Sophie Lanfear “jumped at the chance” to direct an episode of “Our Planet” because of its central message. The eight-part Netflix documentary series takes audiences around the world to see the wonders of nature, with David Attenborough as your guide. But at the same time it shows how climate change could destroy those wonders. “I want to make more conservation-heavy films if I can,” Lanfear explains, so this was a perfect job for her. Watch our exclusive video interview with Lanfear above.
As a veteran nature documentarian with directing and producing credits that include “Life Story” and “The Hunt,” Lanfear is always thinking about how to “raise the bar” in the medium. “We’re searching for new stories, fresh angles,” she says. After getting an assignment “you then have to construct your narrative, and through that process work out what is the central story or thesis of the film.”
In this case, Lanfear directed the “Frozen Worlds” episode, which examines how polar bears, penguins, walruses and seals are in danger of losing their habitat. After watching every other documentary possible on the subject, she found that most films “didn’t really differentiate between land ice and sea ice, and sea ice is a fascinating habitat.”

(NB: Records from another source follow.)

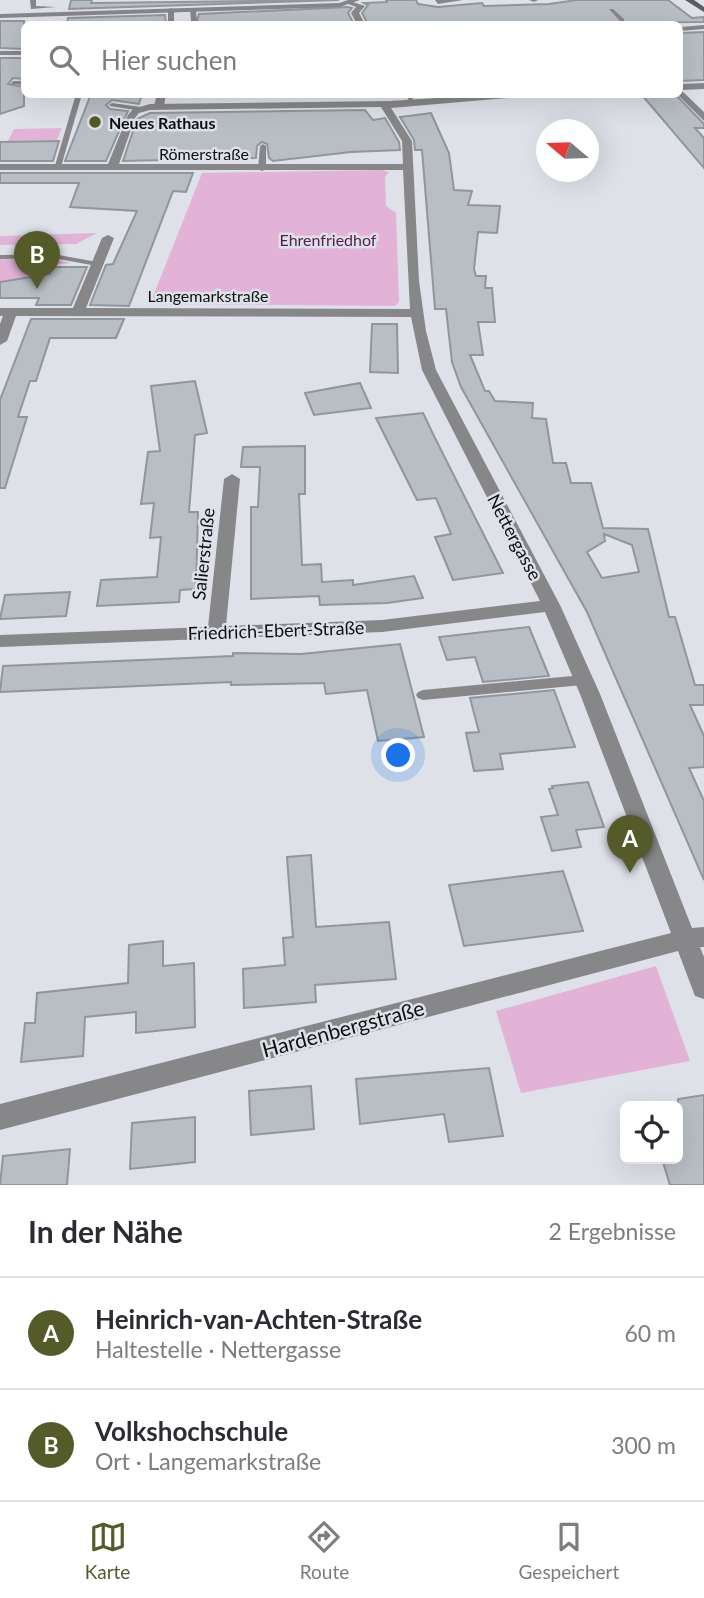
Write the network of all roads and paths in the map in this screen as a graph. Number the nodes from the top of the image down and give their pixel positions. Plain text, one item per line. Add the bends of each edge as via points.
1 (33, 0) edge
2 (459, 0) edge
3 (689, 0) edge
4 (353, 1) edge
5 (438, 2) dead end
6 (53, 7) edge
7 (194, 9) junction
8 (171, 10) junction
9 (611, 10) dead end
10 (704, 10) edge
11 (0, 16) edge
12 (622, 20) dead end
13 (171, 21) edge
14 (194, 21) dead end
15 (359, 21) edge
16 (704, 27) edge
17 (683, 29) edge
18 (0, 53) edge
19 (21, 53) edge
20 (13, 83) dead end
21 (21, 83) edge
22 (704, 86) edge
23 (683, 89) edge
24 (683, 93) edge
25 (78, 98) edge
26 (161, 98) edge
27 (376, 98) edge
28 (410, 98) edge
29 (390, 104) junction
30 (111, 105) dead end
31 (159, 106) junction
32 (141, 109) junction
33 (704, 118) edge
34 (263, 146) dead end
35 (0, 167) edge
36 (57, 167) junction
37 (407, 167) junction
38 (112, 168) junction
39 (262, 169) junction
40 (108, 237) dead end
41 (0, 257) edge
42 (97, 264) junction
43 (5, 312) edge
44 (78, 312) junction
45 (416, 313) junction
46 (0, 341) edge
47 (232, 479) dead end
48 (551, 605) junction
49 (216, 633) junction
50 (0, 640) edge
51 (583, 680) junction
52 (423, 695) dead end
53 (695, 938) edge
54 (704, 988) edge
55 (0, 1117) edge

1 - 6 lane via 33,8
2 - 5 street
3 - 10 main road
4 - 7 street
4 - 15 street via 361,6 355,13
6 - 8 street
6 - 11 street
7 - 8 street
7 - 14 lane
8 - 13 lane
9 - 12 lane
16 - 17 street
18 - 19 street
20 - 21 lane
22 - 23 street
24 - 33 street
25 - 36 lane
26 - 31 street
27 - 29 street
28 - 29 street
29 - 31 street
29 - 37 street, Nettergasse via 388,113 407,141
30 - 32 lane
31 - 32 street
32 - 38 street via 131,117
34 - 39 lane
35 - 36 street, Römerstraße
36 - 38 street, Römerstraße
37 - 39 street, Römerstraße
37 - 45 street, Nettergasse
38 - 39 street, Römerstraße
40 - 42 street
41 - 42 lane via 53,256
42 - 44 street
43 - 44 street, Langemarkstraße
43 - 46 street
44 - 45 street, Langemarkstraße
45 - 48 street, Nettergasse via 433,382
47 - 49 street, Salierstraße
48 - 49 street, Friedrich-Ebert-Straße via 382,626
48 - 51 street, Nettergasse
49 - 50 street, Friedrich-Ebert-Straße
51 - 52 lane
51 - 53 street, Nettergasse
53 - 54 street, Nettergasse
53 - 55 street, Hardenbergstraße

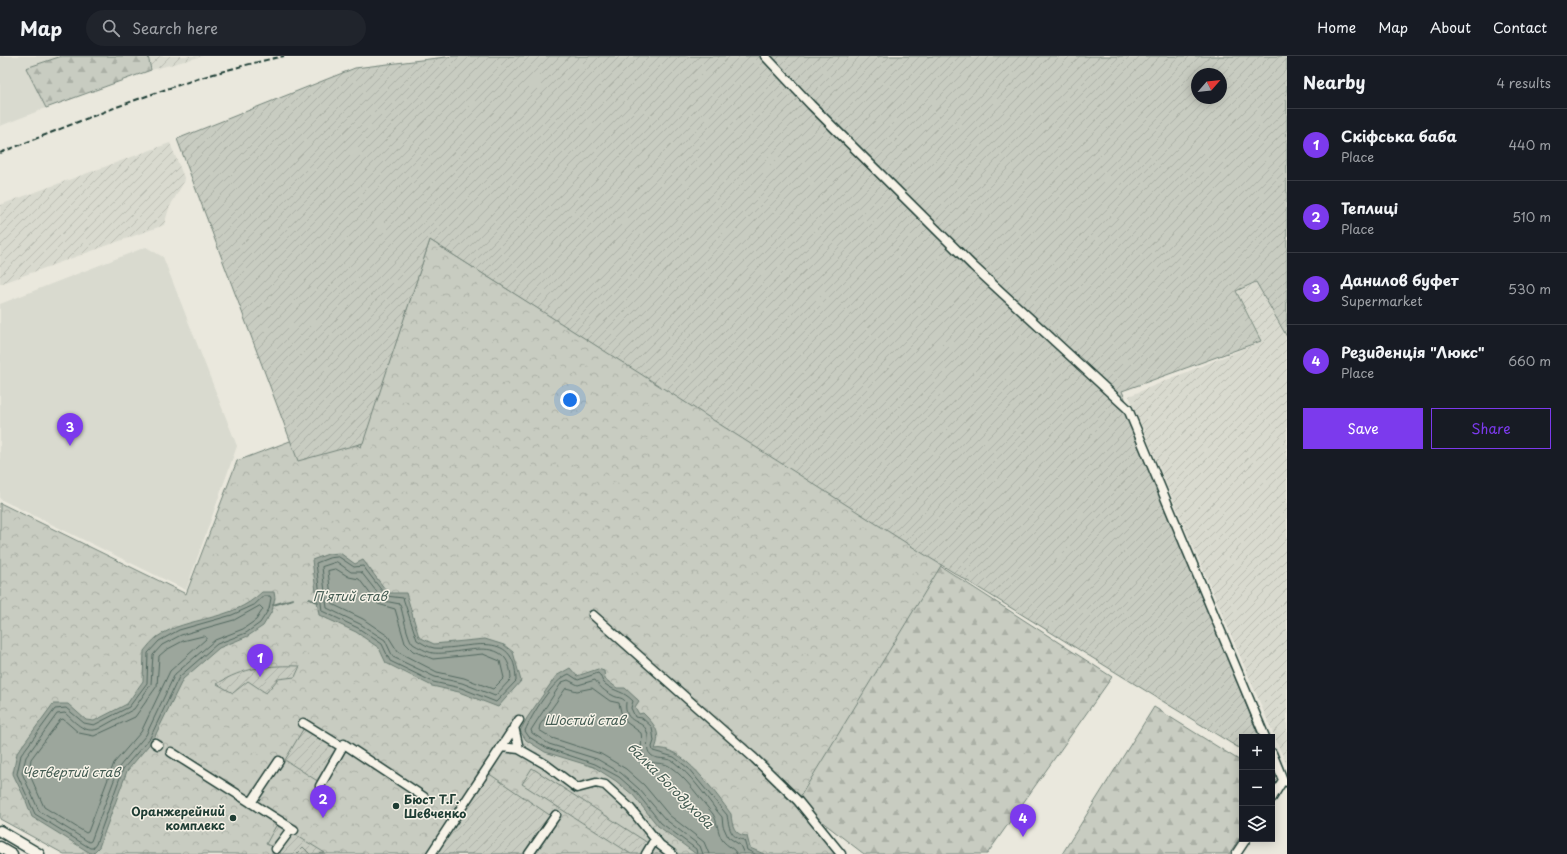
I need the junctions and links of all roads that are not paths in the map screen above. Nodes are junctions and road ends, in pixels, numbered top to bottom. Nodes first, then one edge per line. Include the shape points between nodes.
1 (764, 56) edge
2 (593, 615) dead end
3 (303, 723) dead end
4 (1264, 734) edge
5 (342, 747) junction
6 (501, 747) junction
7 (519, 749) junction
8 (169, 752) dead end
9 (1275, 759) edge
10 (279, 761) dead end
11 (1285, 781) edge
12 (320, 786) dead end
13 (1275, 794) edge
14 (424, 797) dead end
15 (251, 803) junction
16 (556, 815) dead end
17 (0, 831) edge
18 (655, 839) junction
19 (1244, 842) edge
20 (0, 847) edge
21 (276, 849) dead end
22 (12, 854) edge
23 (39, 854) edge
24 (431, 854) edge
25 (529, 854) edge
26 (646, 854) edge
27 (672, 854) edge
28 (841, 854) edge
29 (1236, 854) edge

1 - 4 street via 973,266 1128,409
2 - 28 street via 755,758 798,802
3 - 5 street
5 - 12 street
5 - 14 street via 344,744
6 - 7 street
6 - 7 street via 516,723
6 - 24 street
7 - 18 street via 545,764 577,788 596,783 605,785 630,808
8 - 15 street
9 - 11 street
10 - 15 street
11 - 13 street
15 - 21 street via 292,830
16 - 25 street
17 - 23 main road
18 - 26 street
18 - 27 street
19 - 29 street
20 - 22 main road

Underneath land ice, there’s this “upside down Serengeti world where you have algae growing on the ice that feeds krill and other zooplankton and crustaceans. Then that feeds all the other animals like penguins, whales, seals, polar bears, fish. So the whole cycle of the poles is all fundamentally part of the sea ice process. I thought, that’s a really interesting narrative.”
So she set out to make a film about how this helps sustain life in the region, and what happens when it’s “being lost, which it is in the Arctic at an alarming rate in recent years.”